Sense and sensibility

Kate Chisholm ex is never any good on radio. Think of all those excruciating scenes in The Archers — Sid and Jolene in the shower, or, for those addicts with a good memory, Shula on a picnic rug with that seamy journalist from the Borchester Echo. On radio, without the carefully crafted images of a film-maker and instead just the sound effects — splashy kisses and primeval squeals — it's ludicrous. Worse still, when listening to sexual antics rather than watching them on screen you're left with space in your head to wonder at the absurdity of a couple of actors standing at a microphone pretending to make all that noise. Paul Scott showed brilliantly how comical, or even distasteful, sexual antics can be if overheard by mistake in an unforgettable scene from The Raj Quartet when the naive Miss Batchelor accidentally comes across Susan and Sarah's mother in flagrante with a young army officer. Miss Batchelor is disturbed not so much by her discovery of the illicit affair but by what she hears coming from the bedroom. It's the sounds of sex that are so offputting, as anyone who listened to Scandinavian Dreams on Sunday night (Radio Three) will perhaps agree.

We overheard Mary Wollstonecraft, that mighty righter of women's wrongs, author in 1792 ofA Vindication of the Rights of Woman, witness to the French Revolution, novelist, pamphleteer and mother of Mary Shelley, panting and groaning as she achieved copulation with the unworthy scoundrel Gilbert Imlay. 'You have charmed your way into my bedroom,' she smirked, as their heavy breathing rose to a crescendo. But then, in a nod to her status as the feminist to beat all feminists (outclassing even de Beauvoir and Greer), she was heard to gasp, `I'm not your slave,' before collapsing into a fit of satisfied giggles. 'That was the vindication of the rights of men.'

I had high hopes of this drama (I'll spare the author's blushes by not mentioning his name), billed in Radio Times as a play inspired by Wollstonecraft's valiant journey to Sweden, Norway and Denmark in the summer of 1795. Imlay had hoped to profit from France's war with England by commissioning a ship to procure much-needed naval supplies in Norway and then to smuggle them into France by way of Le Havre. But the ship and all its cargo disappeared. Wollstonecraft sets off with her young child to find out what has happened to it, in the hope that she might also thereby recapture Imlay's heart. The letters she writes to Imlay from her travels in Scandinavia display her extraordinary character. She has just attempted suicide by drinking laudanum, is in despair because of Imlay's feckless infidelities, and yet she takes on a journey fraught with discomfort and danger across turbulent seas in an open boat.
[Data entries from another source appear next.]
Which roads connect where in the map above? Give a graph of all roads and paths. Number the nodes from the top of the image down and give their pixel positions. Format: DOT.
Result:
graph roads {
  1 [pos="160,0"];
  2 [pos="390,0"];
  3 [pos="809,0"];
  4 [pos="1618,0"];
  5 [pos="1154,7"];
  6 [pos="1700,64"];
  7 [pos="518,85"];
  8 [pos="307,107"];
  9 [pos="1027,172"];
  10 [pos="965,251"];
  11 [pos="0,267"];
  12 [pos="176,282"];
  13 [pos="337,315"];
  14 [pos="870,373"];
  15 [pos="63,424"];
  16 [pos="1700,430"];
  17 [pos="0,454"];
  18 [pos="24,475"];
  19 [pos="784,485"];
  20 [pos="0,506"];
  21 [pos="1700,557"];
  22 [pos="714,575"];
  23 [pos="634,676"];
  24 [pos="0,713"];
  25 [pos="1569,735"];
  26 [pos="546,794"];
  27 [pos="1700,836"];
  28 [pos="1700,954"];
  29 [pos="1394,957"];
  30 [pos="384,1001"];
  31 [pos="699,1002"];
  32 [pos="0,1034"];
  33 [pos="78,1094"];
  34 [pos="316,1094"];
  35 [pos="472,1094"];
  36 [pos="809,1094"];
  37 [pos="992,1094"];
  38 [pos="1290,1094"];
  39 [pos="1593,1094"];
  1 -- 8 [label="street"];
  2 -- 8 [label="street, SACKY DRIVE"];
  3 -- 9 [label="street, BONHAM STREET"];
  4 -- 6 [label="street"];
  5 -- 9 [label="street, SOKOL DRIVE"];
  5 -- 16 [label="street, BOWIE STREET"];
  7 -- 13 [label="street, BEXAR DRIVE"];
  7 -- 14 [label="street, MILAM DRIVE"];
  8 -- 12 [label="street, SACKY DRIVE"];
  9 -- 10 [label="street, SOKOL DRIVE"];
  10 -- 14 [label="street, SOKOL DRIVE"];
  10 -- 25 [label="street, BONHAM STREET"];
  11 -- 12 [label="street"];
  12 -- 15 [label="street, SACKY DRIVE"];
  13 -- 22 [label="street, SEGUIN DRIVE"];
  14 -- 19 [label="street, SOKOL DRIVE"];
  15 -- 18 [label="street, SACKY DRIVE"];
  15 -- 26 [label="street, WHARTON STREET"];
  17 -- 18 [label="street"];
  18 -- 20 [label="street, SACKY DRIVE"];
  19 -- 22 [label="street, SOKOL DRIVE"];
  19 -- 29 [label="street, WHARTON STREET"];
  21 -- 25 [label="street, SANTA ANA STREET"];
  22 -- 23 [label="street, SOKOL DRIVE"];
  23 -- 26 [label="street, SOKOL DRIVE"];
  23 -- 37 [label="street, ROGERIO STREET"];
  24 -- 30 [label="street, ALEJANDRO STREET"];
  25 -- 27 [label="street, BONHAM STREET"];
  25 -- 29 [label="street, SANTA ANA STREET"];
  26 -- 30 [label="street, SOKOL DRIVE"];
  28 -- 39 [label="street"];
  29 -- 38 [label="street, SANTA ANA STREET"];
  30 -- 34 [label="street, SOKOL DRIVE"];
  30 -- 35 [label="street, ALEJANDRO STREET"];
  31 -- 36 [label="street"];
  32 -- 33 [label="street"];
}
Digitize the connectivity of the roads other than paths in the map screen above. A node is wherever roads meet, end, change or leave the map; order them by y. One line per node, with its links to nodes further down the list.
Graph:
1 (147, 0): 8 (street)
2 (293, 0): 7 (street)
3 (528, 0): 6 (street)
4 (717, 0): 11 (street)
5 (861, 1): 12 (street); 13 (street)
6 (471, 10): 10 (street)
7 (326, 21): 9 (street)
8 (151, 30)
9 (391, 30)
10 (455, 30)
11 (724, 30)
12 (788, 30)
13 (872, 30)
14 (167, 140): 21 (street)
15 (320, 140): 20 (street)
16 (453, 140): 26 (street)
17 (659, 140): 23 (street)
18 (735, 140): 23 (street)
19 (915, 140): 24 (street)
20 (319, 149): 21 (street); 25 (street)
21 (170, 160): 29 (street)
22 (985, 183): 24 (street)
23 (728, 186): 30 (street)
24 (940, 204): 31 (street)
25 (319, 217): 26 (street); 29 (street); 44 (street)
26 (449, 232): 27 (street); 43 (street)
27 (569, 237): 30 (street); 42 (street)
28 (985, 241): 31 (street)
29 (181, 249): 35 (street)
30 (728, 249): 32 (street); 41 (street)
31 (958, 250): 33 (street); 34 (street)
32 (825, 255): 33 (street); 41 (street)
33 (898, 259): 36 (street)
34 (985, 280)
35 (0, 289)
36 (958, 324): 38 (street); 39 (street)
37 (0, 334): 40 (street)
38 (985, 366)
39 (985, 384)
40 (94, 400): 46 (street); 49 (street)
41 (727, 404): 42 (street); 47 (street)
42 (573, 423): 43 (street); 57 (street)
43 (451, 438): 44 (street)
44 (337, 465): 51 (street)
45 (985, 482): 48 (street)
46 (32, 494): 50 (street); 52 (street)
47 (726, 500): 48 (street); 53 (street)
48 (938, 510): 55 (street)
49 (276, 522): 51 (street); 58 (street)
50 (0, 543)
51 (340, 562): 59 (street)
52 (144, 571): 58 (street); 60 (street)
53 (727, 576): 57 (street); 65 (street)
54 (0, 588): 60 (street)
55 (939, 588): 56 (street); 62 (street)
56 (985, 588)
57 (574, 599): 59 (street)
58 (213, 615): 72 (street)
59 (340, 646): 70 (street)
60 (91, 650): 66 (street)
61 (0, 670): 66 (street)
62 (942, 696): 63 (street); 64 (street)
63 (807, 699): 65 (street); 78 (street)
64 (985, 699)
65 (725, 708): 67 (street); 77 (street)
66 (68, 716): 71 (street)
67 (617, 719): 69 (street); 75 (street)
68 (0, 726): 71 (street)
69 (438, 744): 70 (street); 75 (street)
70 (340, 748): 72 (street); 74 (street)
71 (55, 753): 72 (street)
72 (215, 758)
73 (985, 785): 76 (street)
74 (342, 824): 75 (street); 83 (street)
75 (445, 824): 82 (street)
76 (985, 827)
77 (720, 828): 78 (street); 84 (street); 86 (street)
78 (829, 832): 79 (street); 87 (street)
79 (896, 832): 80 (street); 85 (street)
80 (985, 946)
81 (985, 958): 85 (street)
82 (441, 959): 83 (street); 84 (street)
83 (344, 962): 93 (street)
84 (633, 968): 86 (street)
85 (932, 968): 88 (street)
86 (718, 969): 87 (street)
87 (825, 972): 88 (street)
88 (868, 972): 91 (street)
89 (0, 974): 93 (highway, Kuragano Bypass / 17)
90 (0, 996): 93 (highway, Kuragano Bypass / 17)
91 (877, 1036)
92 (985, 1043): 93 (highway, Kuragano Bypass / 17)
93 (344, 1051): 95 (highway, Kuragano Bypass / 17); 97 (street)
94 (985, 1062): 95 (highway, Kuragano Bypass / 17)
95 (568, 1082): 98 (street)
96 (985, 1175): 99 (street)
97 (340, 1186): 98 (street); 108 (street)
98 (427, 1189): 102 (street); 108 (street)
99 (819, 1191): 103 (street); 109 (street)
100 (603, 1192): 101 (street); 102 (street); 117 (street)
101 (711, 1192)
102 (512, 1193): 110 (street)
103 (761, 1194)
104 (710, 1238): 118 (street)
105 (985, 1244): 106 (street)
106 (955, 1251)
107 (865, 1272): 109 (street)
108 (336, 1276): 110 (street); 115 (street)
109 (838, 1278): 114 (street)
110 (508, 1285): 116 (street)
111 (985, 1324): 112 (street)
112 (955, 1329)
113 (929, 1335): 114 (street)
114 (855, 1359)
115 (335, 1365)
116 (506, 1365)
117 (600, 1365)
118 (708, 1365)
The story of Wollstonecraft's life is full of melodrama; her passionate character made her susceptible to actions that often contradict the stern advice she gives in her writings. She falls so deeply for the superficial gallantry and wit of Imlay that she writes to him repeatedly, begging him to come back to her. She attempts suicide not once, but twice. She sets herself up as a moral exemplar, only to end up as a discarded mistress with an illegitimate daughter, the victim not just of Imlay's weak character but also her own misguided trust in him and her willingness to allow her sensibility to overrule her reason. But she never asks for sympathy, and is never so deep in self-pity that she cannot step outside herself to appreciate and observe what is happening to others. Paraphrasing Lear she writes, 'My imagination has never yet severed me from my griefs — and my mind has seldom been so free as to allow my body to be delicate.'

Scandinavian Dreams was supposed to be based on the letters Wollstonecraft wrote while travelling; letters that she then edited and published on her return to London. But Wollstonecraft's ability to rise above her misery and despondence, to live life at its most dreadful and yet see beyond her own experiences, was reduced to cliché and caricature. 'My, we are in a state of disapproval today,' sneers Imlay when Wollstonecraft discovers that he's living in lodgings with an actress. 'Love is a passion whose legacy is pain,' she declares, mournfully.

This is the woman who gave us not just the Vindication but also Thoughts on the Education of Daughters, and her Historical and Moral View of the Origin and Progress of the French Revolution. When she died, six months after marrying William Godwin and ten days after giving birth to their daughter Mary, Godwin declared that he had lost a woman whose principal virtue was her 'unconquerable greatness of soul'. Should we not, then, have been spared Sunday night's reality-radio version of her life?